UNITED STATES
SECURITIES AND EXCHANGE COMMISSION
Washington, D.C. 20549
FORM 8-K
CURRENT REPORT
Pursuant to Section 13 or 15(d) of
The Securities Exchange Act of 1934
Date of Report (Date of earliest event reported)
May 3, 2007
VIVUS, INC.
(Exact name of registrant as specified in its charter)
Delaware | | 000-23490 | | 94-3136179 |
(State or other jurisdiction of incorporation) | | (Commission File Number) | | (IRS Employer Identification No.) |
1172 CASTRO STREET
MOUNTAIN VIEW, CA 94040
(Address of principal executive offices, including zip code)
(650) 934-5200
(Registrant’s telephone number, including area code)
N/A
(Former name or former address, if changed since last report)
Check the appropriate box below if the Form 8-K filing is intended to simultaneously satisfy the filing obligation of the registrant under any of the following provisions (see General Instruction A.2. below):
o Written communications pursuant to Rule 425 under the Securities Act (17 CFR 230.425)
o Soliciting material pursuant to Rule 14a-12 under the Exchange Act (17 CFR 240.14a-12)
o Pre-commencement communications pursuant to Rule 14d-2(b) under the Exchange Act (17 CFR 240.14d-2(b))
o Pre-commencement communications pursuant to Rule 13e-4(c) under the Exchange Act (17 CFR 240.13e-4(c))
Item 1.01. Entry into a Material Definitive Agreement.
On May 3, 2007, VIVUS, Inc. (“the Company”) and CHINOIN Pharmaceutical and Chemical Works Private Co. Ltd. (“CHINOIN”) executed Amendment Four (“Amendment Four”) to the Manufacturing Agreement by and between the Company and CHINOIN dated December 20, 1995, as amended by Amendment One to the Manufacturing Agreement dated December 11, 1997, Amendment Two to the Manufacturing Agreement dated December 18, 1998 and Amendment Three to the Manufacturing Agreement dated November 21, 2002 (the Manufacturing Agreement, as so amended “the Agreement”), effective as of December 31, 2006. The material components of Amendment Four are as follows:
· Amendment Four extends the term of the Agreement to 2011.
· The parties have agreed to amend the timing of the minimum purchase quantities under the Agreement.
The above description of Amendment Four is a summary only and is qualified in its entirety by reference to the full text of Amendment Four, which is filed herewith as Exhibit 10.60 and is incorporated herein by reference.

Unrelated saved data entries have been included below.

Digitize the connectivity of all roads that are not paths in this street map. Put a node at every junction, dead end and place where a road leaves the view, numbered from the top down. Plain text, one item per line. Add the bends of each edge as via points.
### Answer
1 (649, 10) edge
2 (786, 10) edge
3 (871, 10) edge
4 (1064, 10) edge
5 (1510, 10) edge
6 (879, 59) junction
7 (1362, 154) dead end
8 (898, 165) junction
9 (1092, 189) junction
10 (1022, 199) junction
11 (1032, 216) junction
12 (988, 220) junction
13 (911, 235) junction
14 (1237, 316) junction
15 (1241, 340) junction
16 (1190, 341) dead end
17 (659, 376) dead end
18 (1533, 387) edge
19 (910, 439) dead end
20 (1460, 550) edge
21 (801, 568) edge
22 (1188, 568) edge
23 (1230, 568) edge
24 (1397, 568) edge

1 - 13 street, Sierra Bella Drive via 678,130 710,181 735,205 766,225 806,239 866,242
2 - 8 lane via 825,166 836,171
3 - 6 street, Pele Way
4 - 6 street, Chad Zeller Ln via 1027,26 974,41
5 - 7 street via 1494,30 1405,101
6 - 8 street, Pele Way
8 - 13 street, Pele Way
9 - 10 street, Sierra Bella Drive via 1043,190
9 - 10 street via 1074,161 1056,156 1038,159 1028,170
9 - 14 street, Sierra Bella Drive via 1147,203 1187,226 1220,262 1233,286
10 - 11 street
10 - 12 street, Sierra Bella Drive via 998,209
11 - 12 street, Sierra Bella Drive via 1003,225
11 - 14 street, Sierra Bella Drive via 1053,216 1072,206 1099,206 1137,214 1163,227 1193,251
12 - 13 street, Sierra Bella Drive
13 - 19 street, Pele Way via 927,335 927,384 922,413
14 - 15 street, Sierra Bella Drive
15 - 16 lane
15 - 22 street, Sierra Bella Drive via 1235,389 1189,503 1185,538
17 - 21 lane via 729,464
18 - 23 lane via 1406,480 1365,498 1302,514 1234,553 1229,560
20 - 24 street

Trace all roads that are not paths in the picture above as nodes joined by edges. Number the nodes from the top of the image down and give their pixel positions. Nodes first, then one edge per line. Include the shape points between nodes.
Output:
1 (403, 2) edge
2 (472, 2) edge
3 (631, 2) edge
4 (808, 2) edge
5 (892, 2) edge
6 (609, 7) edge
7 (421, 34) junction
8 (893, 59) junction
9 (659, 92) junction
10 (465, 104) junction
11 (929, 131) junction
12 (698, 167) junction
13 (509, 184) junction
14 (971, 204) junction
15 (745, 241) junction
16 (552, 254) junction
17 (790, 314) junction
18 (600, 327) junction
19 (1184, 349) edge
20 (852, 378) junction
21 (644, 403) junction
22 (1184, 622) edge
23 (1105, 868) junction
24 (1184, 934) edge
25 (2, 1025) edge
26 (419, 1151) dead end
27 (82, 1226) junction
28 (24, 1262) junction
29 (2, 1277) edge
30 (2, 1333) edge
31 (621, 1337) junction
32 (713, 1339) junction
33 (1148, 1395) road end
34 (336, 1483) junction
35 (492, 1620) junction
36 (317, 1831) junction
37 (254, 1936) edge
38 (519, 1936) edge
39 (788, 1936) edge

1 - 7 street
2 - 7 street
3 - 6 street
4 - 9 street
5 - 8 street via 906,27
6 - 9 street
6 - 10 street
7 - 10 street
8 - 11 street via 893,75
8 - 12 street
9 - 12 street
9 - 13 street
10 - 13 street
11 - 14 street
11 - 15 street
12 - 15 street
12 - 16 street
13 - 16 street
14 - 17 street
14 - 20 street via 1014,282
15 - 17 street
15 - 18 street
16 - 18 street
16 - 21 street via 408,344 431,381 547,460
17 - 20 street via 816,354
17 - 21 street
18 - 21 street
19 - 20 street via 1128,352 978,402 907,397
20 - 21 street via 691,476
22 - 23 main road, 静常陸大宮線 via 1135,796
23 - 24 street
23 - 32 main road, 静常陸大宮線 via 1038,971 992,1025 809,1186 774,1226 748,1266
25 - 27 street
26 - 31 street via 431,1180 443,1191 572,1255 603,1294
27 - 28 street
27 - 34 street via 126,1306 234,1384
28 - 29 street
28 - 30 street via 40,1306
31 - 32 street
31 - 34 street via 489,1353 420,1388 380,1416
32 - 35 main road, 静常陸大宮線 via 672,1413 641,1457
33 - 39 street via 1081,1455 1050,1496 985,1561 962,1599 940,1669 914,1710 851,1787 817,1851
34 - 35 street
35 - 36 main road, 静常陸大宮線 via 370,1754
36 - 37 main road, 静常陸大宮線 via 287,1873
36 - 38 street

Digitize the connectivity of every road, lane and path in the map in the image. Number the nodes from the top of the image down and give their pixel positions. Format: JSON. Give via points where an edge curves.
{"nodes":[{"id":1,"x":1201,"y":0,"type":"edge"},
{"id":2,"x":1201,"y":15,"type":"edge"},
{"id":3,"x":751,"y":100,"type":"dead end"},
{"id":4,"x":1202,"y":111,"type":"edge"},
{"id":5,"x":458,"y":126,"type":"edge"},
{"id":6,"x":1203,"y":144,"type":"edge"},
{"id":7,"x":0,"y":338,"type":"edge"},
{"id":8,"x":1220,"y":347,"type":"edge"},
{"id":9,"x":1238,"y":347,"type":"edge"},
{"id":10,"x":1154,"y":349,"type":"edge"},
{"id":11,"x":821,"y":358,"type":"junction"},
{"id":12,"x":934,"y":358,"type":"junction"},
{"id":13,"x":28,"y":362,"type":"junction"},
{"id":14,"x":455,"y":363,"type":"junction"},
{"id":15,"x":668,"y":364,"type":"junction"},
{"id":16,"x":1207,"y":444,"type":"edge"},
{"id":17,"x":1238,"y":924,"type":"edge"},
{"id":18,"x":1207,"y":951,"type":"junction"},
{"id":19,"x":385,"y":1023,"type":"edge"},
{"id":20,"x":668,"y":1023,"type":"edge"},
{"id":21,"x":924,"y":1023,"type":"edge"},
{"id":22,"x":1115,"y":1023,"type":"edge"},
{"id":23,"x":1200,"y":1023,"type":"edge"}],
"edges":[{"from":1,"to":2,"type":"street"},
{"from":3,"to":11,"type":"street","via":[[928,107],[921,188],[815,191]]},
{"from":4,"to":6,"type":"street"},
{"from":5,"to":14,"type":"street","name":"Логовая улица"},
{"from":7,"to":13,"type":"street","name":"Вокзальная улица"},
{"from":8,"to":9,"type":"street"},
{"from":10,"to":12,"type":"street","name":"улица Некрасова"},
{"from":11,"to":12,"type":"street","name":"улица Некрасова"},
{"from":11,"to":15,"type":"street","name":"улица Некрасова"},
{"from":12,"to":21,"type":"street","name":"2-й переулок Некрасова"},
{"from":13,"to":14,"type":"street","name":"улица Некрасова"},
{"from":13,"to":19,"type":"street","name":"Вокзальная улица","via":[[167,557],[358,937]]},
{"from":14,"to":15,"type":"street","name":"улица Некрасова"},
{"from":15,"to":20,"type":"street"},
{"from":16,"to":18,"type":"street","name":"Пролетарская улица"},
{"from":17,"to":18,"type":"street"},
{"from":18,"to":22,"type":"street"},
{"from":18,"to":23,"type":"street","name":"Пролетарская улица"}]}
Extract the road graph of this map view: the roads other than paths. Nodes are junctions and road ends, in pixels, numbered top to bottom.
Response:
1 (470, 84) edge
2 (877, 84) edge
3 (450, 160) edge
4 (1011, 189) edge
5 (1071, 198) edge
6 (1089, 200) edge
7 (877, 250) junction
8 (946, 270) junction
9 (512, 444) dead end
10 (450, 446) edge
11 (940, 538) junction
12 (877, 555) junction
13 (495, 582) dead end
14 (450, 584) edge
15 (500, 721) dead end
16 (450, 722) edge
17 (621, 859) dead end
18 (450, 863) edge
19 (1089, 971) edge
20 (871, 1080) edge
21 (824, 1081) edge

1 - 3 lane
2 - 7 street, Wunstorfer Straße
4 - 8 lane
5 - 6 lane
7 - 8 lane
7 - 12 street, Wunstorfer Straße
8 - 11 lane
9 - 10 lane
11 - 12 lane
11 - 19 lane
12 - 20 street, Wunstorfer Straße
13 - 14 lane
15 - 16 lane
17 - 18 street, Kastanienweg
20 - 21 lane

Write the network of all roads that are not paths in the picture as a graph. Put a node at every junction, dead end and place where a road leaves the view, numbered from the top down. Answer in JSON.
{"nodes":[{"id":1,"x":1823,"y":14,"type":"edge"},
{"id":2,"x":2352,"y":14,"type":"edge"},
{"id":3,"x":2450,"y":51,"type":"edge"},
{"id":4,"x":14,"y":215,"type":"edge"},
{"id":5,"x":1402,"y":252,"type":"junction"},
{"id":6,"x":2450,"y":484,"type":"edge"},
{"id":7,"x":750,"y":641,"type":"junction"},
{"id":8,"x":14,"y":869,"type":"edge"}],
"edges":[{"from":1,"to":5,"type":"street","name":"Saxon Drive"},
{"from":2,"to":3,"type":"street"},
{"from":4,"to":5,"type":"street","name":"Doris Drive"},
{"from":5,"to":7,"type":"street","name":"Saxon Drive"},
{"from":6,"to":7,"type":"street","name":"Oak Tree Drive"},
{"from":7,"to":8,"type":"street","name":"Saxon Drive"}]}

Item 9.01. Financial Statements and Exhibits
(d) Exhibits.
Exhibit No. | | Description |
10.60† | | Amendment Four to the Manufacturing Agreement by and between VIVUS, Inc. and CHINOIN Pharmaceutical and Chemical Works Private Co. Ltd., effective as of December 31, 2006. |
† Confidential portions of this exhibit have been redacted and filed separately with the Commission pursuant to a confidential treatment request in accordance with Rule 24b-2 of the Securities Exchange Act of 1934, as amended.
SIGNATURES
Pursuant to the requirements of the Securities Exchange Act of 1934, the registrant has duly caused this report to be signed on its behalf by the undersigned hereunto duly authorized.
| | | VIVUS, INC. | |
| | | | |
| By: | | /s/ Lee B. Perry | |
| | | Lee B. Perry Vice President and Chief Accounting Officer |
Date: May 8, 2007
EXHIBIT INDEX
Exhibit No. | | Description |
10.60† | | Amendment Four to the Manufacturing Agreement by and between VIVUS, Inc. and CHINOIN Pharmaceutical and Chemical Works Private Co. Ltd., effective as of December 31, 2006. |
† Confidential portions of this exhibit have been redacted and filed separately with the Commission pursuant to a confidential treatment request in accordance with Rule 24b-2 of the Securities Exchange Act of 1934, as amended.